EXERCISE GOAL: Pull out every line in the data that has the string "down" in it.

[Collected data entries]
________

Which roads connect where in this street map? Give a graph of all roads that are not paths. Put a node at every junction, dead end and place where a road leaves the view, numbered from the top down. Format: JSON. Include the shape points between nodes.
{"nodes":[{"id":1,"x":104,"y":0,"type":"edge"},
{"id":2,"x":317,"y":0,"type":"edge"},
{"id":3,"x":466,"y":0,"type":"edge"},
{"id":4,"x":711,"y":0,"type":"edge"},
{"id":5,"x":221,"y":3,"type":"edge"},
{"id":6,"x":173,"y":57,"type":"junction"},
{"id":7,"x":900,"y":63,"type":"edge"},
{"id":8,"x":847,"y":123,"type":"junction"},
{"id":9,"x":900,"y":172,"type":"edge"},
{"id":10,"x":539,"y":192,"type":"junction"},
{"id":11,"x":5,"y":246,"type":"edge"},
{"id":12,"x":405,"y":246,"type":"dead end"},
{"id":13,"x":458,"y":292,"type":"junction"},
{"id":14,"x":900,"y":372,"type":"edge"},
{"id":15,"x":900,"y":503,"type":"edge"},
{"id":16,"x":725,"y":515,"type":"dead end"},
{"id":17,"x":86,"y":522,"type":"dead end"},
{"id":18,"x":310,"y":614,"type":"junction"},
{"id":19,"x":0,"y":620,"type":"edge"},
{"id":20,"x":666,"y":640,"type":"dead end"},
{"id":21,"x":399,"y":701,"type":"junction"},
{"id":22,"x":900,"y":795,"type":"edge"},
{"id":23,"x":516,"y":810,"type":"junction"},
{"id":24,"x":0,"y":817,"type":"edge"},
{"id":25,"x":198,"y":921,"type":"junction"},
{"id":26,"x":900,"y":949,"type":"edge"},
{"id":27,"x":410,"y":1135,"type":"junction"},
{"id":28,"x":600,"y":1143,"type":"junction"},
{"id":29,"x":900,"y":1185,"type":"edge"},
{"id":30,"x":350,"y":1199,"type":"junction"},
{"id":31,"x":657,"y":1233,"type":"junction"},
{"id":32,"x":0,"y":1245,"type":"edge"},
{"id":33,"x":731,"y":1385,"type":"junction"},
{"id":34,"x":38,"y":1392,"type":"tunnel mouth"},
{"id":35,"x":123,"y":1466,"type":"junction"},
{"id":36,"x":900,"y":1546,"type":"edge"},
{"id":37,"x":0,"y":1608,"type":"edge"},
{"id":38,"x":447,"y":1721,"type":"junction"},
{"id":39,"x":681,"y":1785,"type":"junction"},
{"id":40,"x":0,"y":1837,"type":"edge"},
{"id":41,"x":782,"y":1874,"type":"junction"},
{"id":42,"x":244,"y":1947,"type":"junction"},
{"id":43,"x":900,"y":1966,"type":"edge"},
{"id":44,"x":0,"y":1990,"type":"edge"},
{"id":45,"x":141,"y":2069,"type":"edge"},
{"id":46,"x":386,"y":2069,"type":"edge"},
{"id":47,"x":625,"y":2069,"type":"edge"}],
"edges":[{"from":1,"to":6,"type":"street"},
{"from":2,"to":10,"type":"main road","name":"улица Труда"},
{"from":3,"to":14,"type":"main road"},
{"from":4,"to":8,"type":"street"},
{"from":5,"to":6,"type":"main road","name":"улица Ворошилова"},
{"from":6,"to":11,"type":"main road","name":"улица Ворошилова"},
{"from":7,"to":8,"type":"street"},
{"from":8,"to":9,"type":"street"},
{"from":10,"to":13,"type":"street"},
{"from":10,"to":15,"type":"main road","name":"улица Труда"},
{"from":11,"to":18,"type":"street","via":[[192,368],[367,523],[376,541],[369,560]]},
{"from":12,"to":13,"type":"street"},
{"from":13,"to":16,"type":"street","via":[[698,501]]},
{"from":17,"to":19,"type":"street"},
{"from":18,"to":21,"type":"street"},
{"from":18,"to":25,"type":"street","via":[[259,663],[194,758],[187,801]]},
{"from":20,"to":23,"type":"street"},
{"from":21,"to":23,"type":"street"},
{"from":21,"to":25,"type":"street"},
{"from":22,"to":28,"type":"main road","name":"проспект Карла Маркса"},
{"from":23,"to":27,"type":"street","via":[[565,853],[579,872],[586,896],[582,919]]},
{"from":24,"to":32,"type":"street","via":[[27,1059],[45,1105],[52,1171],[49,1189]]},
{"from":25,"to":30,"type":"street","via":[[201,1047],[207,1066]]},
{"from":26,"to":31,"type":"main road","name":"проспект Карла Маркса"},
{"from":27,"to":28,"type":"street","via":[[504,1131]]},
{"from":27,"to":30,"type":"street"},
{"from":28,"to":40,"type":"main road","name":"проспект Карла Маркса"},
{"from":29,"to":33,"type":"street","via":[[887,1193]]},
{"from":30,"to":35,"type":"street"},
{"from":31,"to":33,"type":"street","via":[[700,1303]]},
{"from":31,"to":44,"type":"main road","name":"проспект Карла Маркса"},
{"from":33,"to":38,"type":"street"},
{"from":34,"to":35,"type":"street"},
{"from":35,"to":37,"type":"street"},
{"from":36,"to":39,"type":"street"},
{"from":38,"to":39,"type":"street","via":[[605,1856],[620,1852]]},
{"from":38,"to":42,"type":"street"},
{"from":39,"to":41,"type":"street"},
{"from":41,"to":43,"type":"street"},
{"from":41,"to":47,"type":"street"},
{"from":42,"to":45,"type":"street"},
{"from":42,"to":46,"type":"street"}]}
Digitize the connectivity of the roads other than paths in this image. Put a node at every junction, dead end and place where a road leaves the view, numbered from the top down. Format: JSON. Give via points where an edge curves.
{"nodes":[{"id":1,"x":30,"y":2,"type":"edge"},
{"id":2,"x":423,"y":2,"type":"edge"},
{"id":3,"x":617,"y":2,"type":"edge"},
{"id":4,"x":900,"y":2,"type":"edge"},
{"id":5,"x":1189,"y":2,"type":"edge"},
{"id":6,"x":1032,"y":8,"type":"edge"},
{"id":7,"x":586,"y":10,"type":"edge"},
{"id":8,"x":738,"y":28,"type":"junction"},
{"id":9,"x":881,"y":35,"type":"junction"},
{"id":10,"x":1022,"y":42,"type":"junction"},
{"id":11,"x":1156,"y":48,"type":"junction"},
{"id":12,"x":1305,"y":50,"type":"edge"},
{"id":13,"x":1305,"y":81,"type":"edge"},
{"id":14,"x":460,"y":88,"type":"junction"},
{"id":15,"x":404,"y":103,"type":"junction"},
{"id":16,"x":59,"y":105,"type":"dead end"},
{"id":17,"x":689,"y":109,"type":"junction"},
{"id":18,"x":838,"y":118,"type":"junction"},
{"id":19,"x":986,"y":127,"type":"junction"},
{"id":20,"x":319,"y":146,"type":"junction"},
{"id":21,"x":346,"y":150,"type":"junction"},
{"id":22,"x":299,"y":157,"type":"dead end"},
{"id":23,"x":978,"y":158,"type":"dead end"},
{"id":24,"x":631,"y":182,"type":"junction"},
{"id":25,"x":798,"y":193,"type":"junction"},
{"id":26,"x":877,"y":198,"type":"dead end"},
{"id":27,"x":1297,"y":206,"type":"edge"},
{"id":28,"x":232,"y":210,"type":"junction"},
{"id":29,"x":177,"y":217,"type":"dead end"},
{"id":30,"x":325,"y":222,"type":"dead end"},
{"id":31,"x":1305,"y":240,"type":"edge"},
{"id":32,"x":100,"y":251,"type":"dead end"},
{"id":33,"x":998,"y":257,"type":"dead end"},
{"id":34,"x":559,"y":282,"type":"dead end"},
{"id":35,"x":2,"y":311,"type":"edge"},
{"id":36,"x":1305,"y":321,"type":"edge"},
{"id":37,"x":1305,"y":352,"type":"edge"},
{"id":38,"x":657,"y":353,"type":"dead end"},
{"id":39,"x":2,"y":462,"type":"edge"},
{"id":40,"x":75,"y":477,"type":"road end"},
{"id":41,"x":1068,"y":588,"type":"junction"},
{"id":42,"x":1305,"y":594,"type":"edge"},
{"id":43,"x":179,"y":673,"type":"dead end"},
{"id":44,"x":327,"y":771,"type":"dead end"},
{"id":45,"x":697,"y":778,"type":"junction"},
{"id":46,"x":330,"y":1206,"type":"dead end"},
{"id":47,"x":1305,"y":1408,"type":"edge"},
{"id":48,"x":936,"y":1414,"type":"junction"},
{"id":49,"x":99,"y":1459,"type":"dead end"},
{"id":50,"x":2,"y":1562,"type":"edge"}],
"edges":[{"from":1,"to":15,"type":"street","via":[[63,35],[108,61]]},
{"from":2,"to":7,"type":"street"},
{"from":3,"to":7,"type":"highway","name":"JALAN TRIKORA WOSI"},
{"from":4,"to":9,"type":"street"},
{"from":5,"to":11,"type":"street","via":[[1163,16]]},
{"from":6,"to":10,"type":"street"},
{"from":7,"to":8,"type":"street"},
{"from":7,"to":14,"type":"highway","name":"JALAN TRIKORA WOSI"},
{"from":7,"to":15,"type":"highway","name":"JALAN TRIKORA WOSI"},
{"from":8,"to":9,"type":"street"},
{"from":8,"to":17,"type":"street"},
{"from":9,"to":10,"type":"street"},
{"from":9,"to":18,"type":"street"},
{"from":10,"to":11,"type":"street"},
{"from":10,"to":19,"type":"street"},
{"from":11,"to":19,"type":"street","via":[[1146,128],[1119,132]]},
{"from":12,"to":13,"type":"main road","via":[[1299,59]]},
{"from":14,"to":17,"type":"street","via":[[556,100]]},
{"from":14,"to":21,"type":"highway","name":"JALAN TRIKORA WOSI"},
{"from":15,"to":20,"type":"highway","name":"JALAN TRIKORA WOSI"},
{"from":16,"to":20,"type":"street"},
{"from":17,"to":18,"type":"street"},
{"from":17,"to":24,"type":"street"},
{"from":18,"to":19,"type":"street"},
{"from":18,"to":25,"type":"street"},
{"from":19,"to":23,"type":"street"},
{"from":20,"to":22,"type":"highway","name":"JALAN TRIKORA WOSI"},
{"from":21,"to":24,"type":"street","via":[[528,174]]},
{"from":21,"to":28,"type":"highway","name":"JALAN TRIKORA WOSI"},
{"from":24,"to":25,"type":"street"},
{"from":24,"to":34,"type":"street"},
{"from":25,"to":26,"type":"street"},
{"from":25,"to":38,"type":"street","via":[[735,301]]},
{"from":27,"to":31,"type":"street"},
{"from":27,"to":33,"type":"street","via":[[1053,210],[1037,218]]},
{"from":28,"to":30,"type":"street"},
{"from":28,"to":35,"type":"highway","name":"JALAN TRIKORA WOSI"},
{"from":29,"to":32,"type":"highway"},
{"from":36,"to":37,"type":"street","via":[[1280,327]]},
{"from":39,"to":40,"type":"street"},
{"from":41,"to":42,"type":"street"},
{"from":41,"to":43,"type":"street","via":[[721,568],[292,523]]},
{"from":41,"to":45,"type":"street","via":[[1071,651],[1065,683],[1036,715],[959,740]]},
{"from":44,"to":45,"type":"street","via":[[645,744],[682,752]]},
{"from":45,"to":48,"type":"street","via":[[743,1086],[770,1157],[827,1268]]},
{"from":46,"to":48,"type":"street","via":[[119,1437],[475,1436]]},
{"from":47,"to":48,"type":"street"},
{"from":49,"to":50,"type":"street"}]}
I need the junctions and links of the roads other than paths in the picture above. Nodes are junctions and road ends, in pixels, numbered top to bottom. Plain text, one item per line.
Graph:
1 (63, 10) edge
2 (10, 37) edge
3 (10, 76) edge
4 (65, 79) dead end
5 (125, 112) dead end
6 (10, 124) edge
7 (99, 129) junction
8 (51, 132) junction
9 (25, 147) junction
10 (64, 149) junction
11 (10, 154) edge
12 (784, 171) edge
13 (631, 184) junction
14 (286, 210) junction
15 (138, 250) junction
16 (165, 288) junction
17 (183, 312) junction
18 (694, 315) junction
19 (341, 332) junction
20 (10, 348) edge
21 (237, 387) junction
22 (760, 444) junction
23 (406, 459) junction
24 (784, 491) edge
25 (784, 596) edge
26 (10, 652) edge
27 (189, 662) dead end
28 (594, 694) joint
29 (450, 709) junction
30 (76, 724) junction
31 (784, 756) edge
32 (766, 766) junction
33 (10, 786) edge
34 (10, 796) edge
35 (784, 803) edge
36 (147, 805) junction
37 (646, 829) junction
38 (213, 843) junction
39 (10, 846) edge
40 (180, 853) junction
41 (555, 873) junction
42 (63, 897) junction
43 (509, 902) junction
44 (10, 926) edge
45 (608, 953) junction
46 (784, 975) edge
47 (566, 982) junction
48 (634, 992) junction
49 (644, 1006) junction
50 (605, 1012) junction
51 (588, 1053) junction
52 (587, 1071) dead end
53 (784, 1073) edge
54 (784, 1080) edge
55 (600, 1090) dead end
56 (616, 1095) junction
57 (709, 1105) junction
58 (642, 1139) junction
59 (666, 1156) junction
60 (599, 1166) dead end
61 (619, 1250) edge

________

TASK SOLUTION:
Which roads connect where in this street map? Give a graph of all roads that are not paths. Put a node at every junction, dead end and place where a road leaves the view, numbered from the top down. Format: JSON. Include the shape points between nodes.
Digitize the connectivity of the roads other than paths in this image. Put a node at every junction, dead end and place where a road leaves the view, numbered from the top down. Format: JSON. Give via points where an edge curves.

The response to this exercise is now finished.